Abstract
Zingiber mioga (Thunb.) Rosc. (Zingiber mioga) is an important edible species, which also has important medical and natural pigment value. This article is firstly reported the Zingiber mioga’s chloroplast genomes which detect by de novo sequencing. The results showed that the length sequence of Zingiber mioga’s chloroplast genome was 163,541 bp, and the length of LSC, SSC, and two IR regions was 88,035, 15,886, and 29,810 bp, respectively. Zingiber mioga’s chloroplast genome was encoded 135 genes involving 10 rRNA, 38 tRNA, and 87 protein-coding genes. After phylogenetic and cluster analysis, the Zingiber were closest approach to Zingiber mioga, followed by Kaempferia, Curcuma, Hedychium, and Roscoea.

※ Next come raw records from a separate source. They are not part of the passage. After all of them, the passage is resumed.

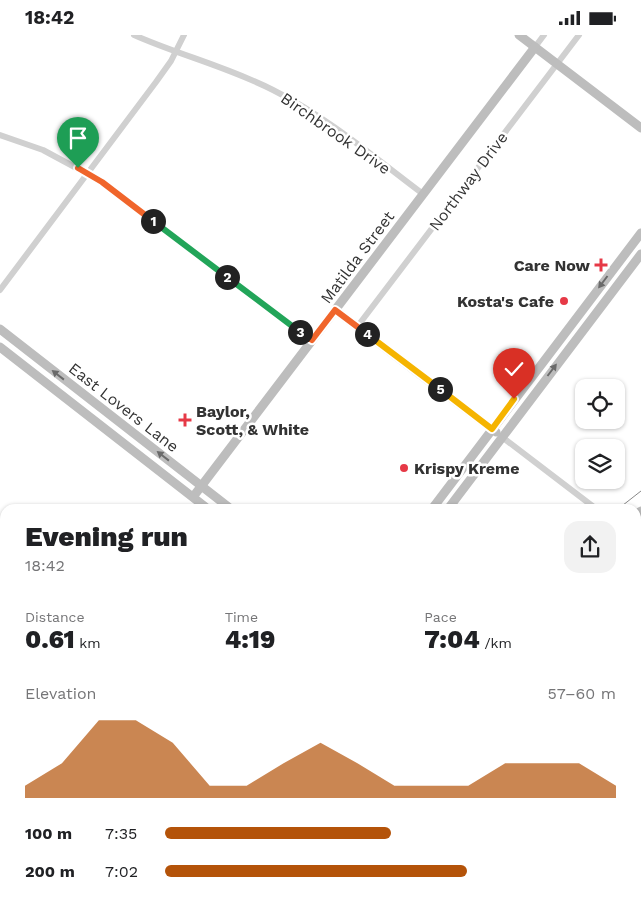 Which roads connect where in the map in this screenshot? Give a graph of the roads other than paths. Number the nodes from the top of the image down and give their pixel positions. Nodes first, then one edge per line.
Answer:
1 (134, 35) edge
2 (184, 35) edge
3 (519, 35) edge
4 (544, 35) edge
5 (579, 35) edge
6 (535, 47) junction
7 (176, 51) junction
8 (556, 63) junction
9 (641, 128) edge
10 (0, 135) edge
11 (89, 174) junction
12 (423, 194) junction
13 (641, 233) edge
14 (641, 254) edge
15 (617, 264) junction
16 (627, 272) junction
17 (0, 290) edge
18 (335, 310) junction
19 (577, 317) junction
20 (588, 324) junction
21 (357, 327) junction
22 (0, 329) edge
23 (312, 340) junction
24 (0, 347) edge
25 (92, 401) junction
26 (84, 412) junction
27 (492, 429) junction
28 (502, 437) junction
29 (202, 486) junction
30 (193, 497) junction
31 (202, 504) edge
32 (224, 504) edge
33 (436, 504) edge
34 (452, 504) edge
35 (590, 504) edge

1 - 7 street, Birchbrook Drive
2 - 7 street
3 - 6 main road
4 - 6 street, Matilda Street
5 - 8 street, Northway Drive
6 - 8 main road
6 - 12 main road, Matilda Street
7 - 11 street
7 - 12 street, Birchbrook Drive
8 - 9 main road
8 - 21 street, Northway Drive
10 - 11 street
11 - 17 street
11 - 23 street
12 - 18 main road, Matilda Street
13 - 15 main road
14 - 16 main road
15 - 16 main road
15 -> 19 main road
16 - 20 main road
18 - 21 main road
18 - 23 main road, Matilda Street
19 - 20 main road
19 - 27 main road
28 -> 20 main road
21 - 27 main road
25 -> 22 main road, East Lovers Lane
23 - 29 main road, Matilda Street
24 - 26 main road, East Lovers Lane
25 - 26 main road
29 -> 25 main road, East Lovers Lane
26 - 30 main road, East Lovers Lane
27 - 28 main road
27 - 33 main road
28 - 34 main road
28 - 35 street
29 - 30 main road, Matilda Street
29 - 32 main road, East Lovers Lane
30 - 31 main road, East Lovers Lane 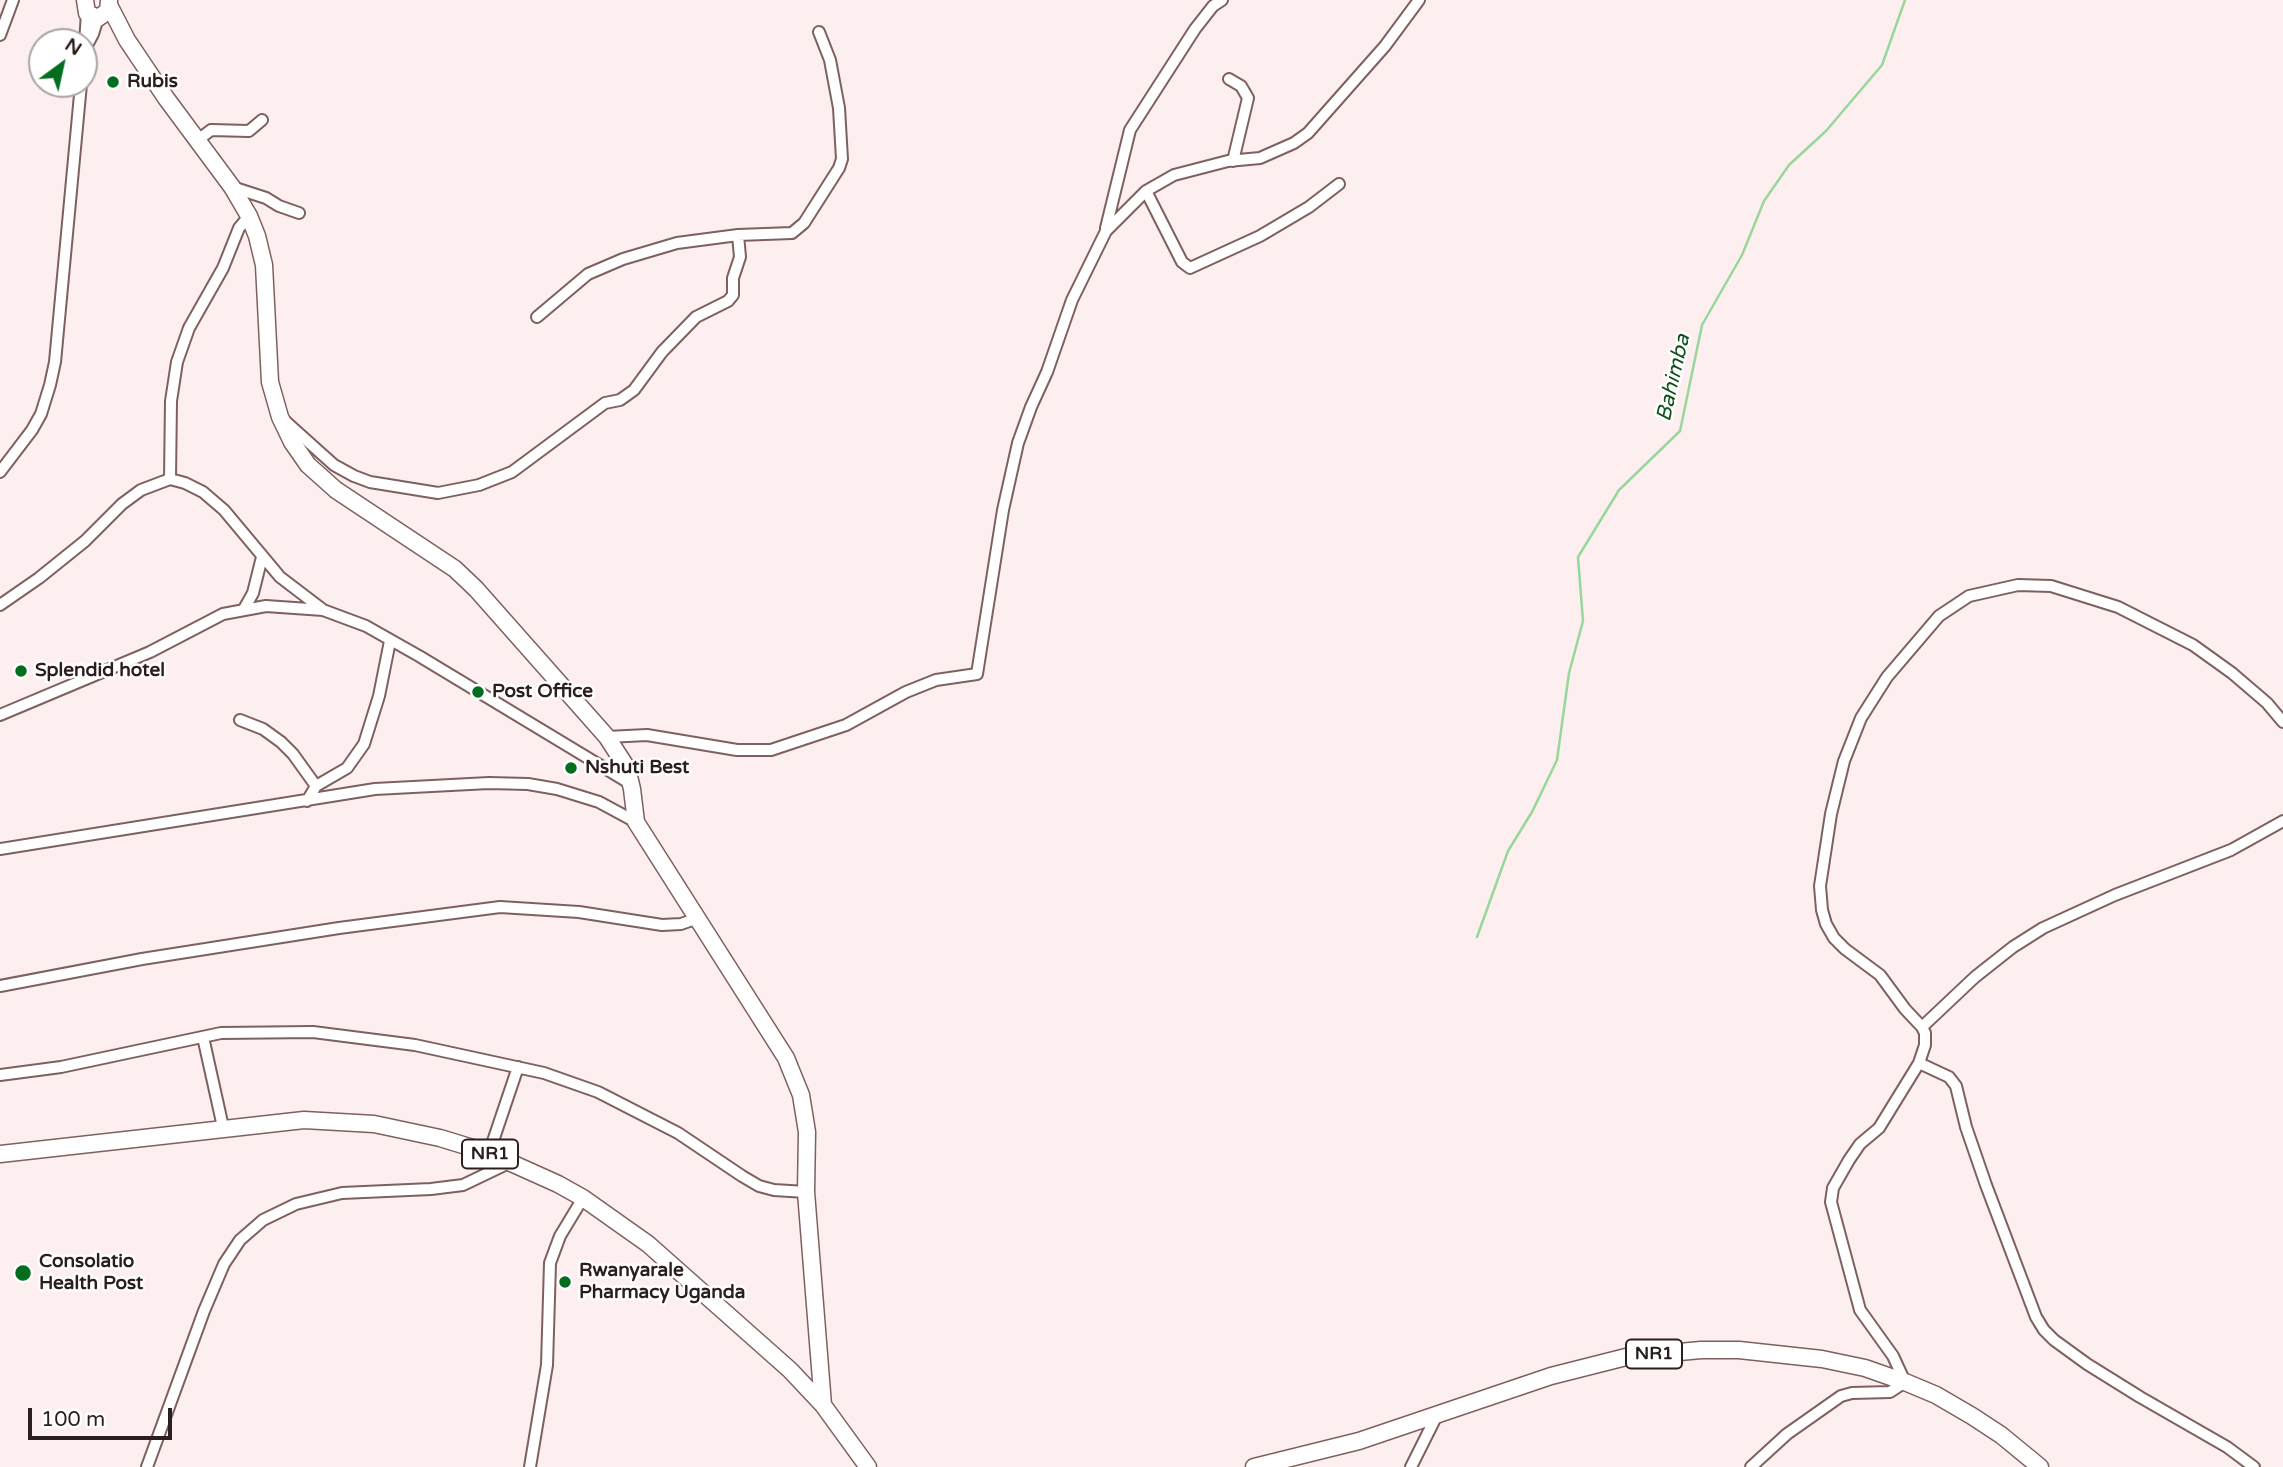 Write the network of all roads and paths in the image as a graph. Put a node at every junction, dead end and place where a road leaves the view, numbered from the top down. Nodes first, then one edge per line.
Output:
1 (13, 0) edge
2 (1222, 0) edge
3 (1419, 0) edge
4 (98, 9) edge
5 (92, 28) edge
6 (819, 32) dead end
7 (0, 36) edge
8 (1229, 79) dead end
9 (80, 98) edge
10 (262, 120) dead end
11 (198, 140) junction
12 (1233, 161) junction
13 (1339, 184) dead end
14 (232, 187) junction
15 (1146, 191) junction
16 (299, 213) dead end
17 (249, 216) junction
18 (1106, 231) junction
19 (738, 235) junction
20 (537, 317) dead end
21 (280, 417) junction
22 (0, 472) edge
23 (170, 479) junction
24 (262, 557) junction
25 (0, 605) edge
26 (244, 609) junction
27 (323, 610) junction
28 (390, 640) junction
29 (0, 715) edge
30 (240, 720) dead end
31 (2283, 722) edge
32 (607, 737) junction
33 (631, 784) junction
34 (316, 786) junction
35 (307, 801) junction
36 (2283, 821) edge
37 (636, 822) junction
38 (0, 849) edge
39 (698, 918) junction
40 (0, 986) edge
41 (1922, 1027) junction
42 (203, 1037) junction
43 (1919, 1063) junction
44 (519, 1068) junction
45 (0, 1075) edge
46 (223, 1127) junction
47 (489, 1153) junction
48 (0, 1154) edge
49 (511, 1162) junction
50 (806, 1192) junction
51 (583, 1198) junction
52 (1905, 1382) junction
53 (823, 1405) junction
54 (1437, 1415) junction
55 (147, 1467) edge
56 (530, 1467) edge
57 (868, 1467) edge
58 (1254, 1467) edge
59 (1411, 1467) edge
60 (1751, 1467) edge
61 (2040, 1467) edge
62 (2254, 1467) edge

1 - 7 street
2 - 18 street
3 - 12 street
4 - 5 street
4 - 11 highway
6 - 19 street
8 - 12 street
9 - 22 street
10 - 11 street
11 - 14 highway
12 - 15 street
13 - 15 street
14 - 16 street
14 - 17 highway
15 - 18 street
17 - 21 highway
17 - 23 street
18 - 32 street
19 - 20 street
19 - 21 street
21 - 32 highway
23 - 24 street
23 - 25 street
24 - 26 street
24 - 27 street
26 - 27 street
26 - 29 street
27 - 28 street
28 - 33 street
28 - 34 street
30 - 34 street
31 - 41 street
32 - 33 highway
33 - 37 highway
34 - 35 street
35 - 37 street
35 - 38 street
36 - 41 street
37 - 39 highway
39 - 40 street
39 - 50 highway
41 - 43 street
42 - 44 street
42 - 45 street
42 - 46 street
43 - 52 street
43 - 62 street
44 - 47 street
44 - 50 street
46 - 47 highway, NR1
46 - 48 highway, NR1
47 - 49 highway, NR1
49 - 51 highway, NR1
49 - 55 street
50 - 53 highway
51 - 53 highway, NR1
51 - 56 street
52 - 54 highway, NR1
52 - 60 street
52 - 61 highway, NR1
53 - 57 highway, NR1
54 - 58 highway, NR1
54 - 59 street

Keywords: Zingiber mioga, phylogenetic tree, chloroplast genome
Zingiber mioga (Thunb.) Rosc. (Zingiber mioga) is a Zingiberaceae family from China, Japan, and Korea. Its young flower buds and fruit has been used as a traditional food (Jo et al. 2016), and it is used medicinally to treat the irregular menstruation, dysmenorrhea, cough, and asthma in China and consumed throughout Japan (Huang et al. 2016; Lee et al. 2016;. Moreover, Zingiber mioga also has important medical and natural pigment value (Huang and Li 2013; Huang et al. 2016). However, due to human over-exploitation and consumption of wild resources, the Zingiber mioga resources have been faced seriously challenges in China. Compared with nuclear genome, the chloroplast genome has conserved structure and orthologous (Aldrich et al. 1988; Yi et al. 2016; Ali et al. 2018; Wang et al. 2020), and it plays an important role in Zingiber mioga’s heredity and evolution. Nonetheless, there are no related studies about the Zingiber mioga’s chloroplast genome, that blocked the process of molecular genetics research. Therefore, we submit a complete Zingiber mioga’s chloroplast genomes by de novo sequencing.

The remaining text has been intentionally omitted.